The physiologist must thus take his own path, where a trail has already been blazed for him. Three hundred years ago Descartes evolved the idea of the reflex. Starting from the assumption that animals behaved simply as machines, he regarded every activity of the organism as a necessary reaction to some external stimulus, the connection between the stimulus and the response being made through a definite nervous path: and this connection, he stated, was the fundamental purpose of the nervous structures in the animal body. This was the basis on which the study of the nervous system was firmly established. In the eighteenth, nineteenth and twentieth centuries the conception of the reflex was used to the full by physiologists. Working at first only on the lower parts of the central nervous system, they came gradually to study more highly developed parts, until quite recently Magnus,6 continuing the classical investigations of Sherrington7 upon the spinal reflexes, has succeeded in demonstrating the reflex nature of all the elementary motor activities of the animal organism. Descartes’ conception of the reflex was constantly and fruitfully applied in these studies, but its application has stopped short of the cerebral cortex.

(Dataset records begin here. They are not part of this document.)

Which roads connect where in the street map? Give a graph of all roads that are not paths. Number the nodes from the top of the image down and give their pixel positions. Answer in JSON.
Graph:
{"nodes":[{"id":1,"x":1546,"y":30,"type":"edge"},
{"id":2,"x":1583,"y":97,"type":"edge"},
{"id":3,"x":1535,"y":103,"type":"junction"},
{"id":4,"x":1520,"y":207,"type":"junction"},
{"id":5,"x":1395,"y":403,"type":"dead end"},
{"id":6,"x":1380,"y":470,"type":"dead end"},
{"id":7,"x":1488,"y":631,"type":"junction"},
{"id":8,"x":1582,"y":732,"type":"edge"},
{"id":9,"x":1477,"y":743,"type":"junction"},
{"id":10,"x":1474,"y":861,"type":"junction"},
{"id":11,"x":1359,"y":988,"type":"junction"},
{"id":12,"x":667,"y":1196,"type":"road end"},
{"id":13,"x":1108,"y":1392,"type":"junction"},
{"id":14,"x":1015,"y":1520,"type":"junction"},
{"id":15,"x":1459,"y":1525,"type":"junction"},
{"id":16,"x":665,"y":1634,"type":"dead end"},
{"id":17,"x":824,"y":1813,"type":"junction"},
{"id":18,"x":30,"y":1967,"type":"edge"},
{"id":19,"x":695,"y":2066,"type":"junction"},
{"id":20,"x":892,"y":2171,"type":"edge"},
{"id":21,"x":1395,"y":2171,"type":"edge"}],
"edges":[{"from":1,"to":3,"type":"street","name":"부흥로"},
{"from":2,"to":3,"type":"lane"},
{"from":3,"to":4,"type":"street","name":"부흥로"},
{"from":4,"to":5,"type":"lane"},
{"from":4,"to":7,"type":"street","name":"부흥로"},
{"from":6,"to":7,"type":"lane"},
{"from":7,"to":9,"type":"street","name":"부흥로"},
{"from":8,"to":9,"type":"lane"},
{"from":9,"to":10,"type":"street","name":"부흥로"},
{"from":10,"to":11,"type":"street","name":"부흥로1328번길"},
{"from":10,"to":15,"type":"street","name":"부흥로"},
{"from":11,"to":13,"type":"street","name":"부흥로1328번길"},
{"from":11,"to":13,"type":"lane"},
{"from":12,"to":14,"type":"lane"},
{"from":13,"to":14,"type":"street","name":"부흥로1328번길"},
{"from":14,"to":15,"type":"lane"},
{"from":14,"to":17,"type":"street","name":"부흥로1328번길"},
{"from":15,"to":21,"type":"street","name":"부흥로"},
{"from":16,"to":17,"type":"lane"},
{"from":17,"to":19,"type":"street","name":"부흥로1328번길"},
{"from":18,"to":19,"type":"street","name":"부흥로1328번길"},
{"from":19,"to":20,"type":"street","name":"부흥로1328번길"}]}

It may be hoped that some of the more complex activities of the body, which are made up by a grouping together of the elementary locomotor activities and which enter into the states referred to in psychological phraseology as “playfulness,” “fear,” “anger,” and so forth, will soon be demonstrated as reflex activities of the subcortical parts of the brain. A bold attempt to apply the idea of the reflex to the activities of the hemispheres was made by the Russian physiologist, I.M. Sechenov, on the basis of the knowledge available in his day of the physiology of the central nervous system. In a pamphlet entitled “Reflexes of the Brain,” published in Russian in 1863, he attempted to represent the activities of the cerebral hemispheres as reflex - that is to say, as determined. Thoughts he regarded as reflexes in which the effector path was inhibited, while great outbursts of passion he regarded as exaggerated reflexes with a wide irradiation of excitation. A similar attempt was made more recently by Ch. Richet,8 who introduced the conception of the psychic reflex, in which the response following on a given stimulus is supposed to be determined by the association of this stimulus with the traces left in the hemispheres by past stimuli. And generally speaking, recent physiology shows a, tendency to regard the highest activities of the hemispheres as an association of the new excitations at any given time with traces left by old ones (associative memory, training, education by experience).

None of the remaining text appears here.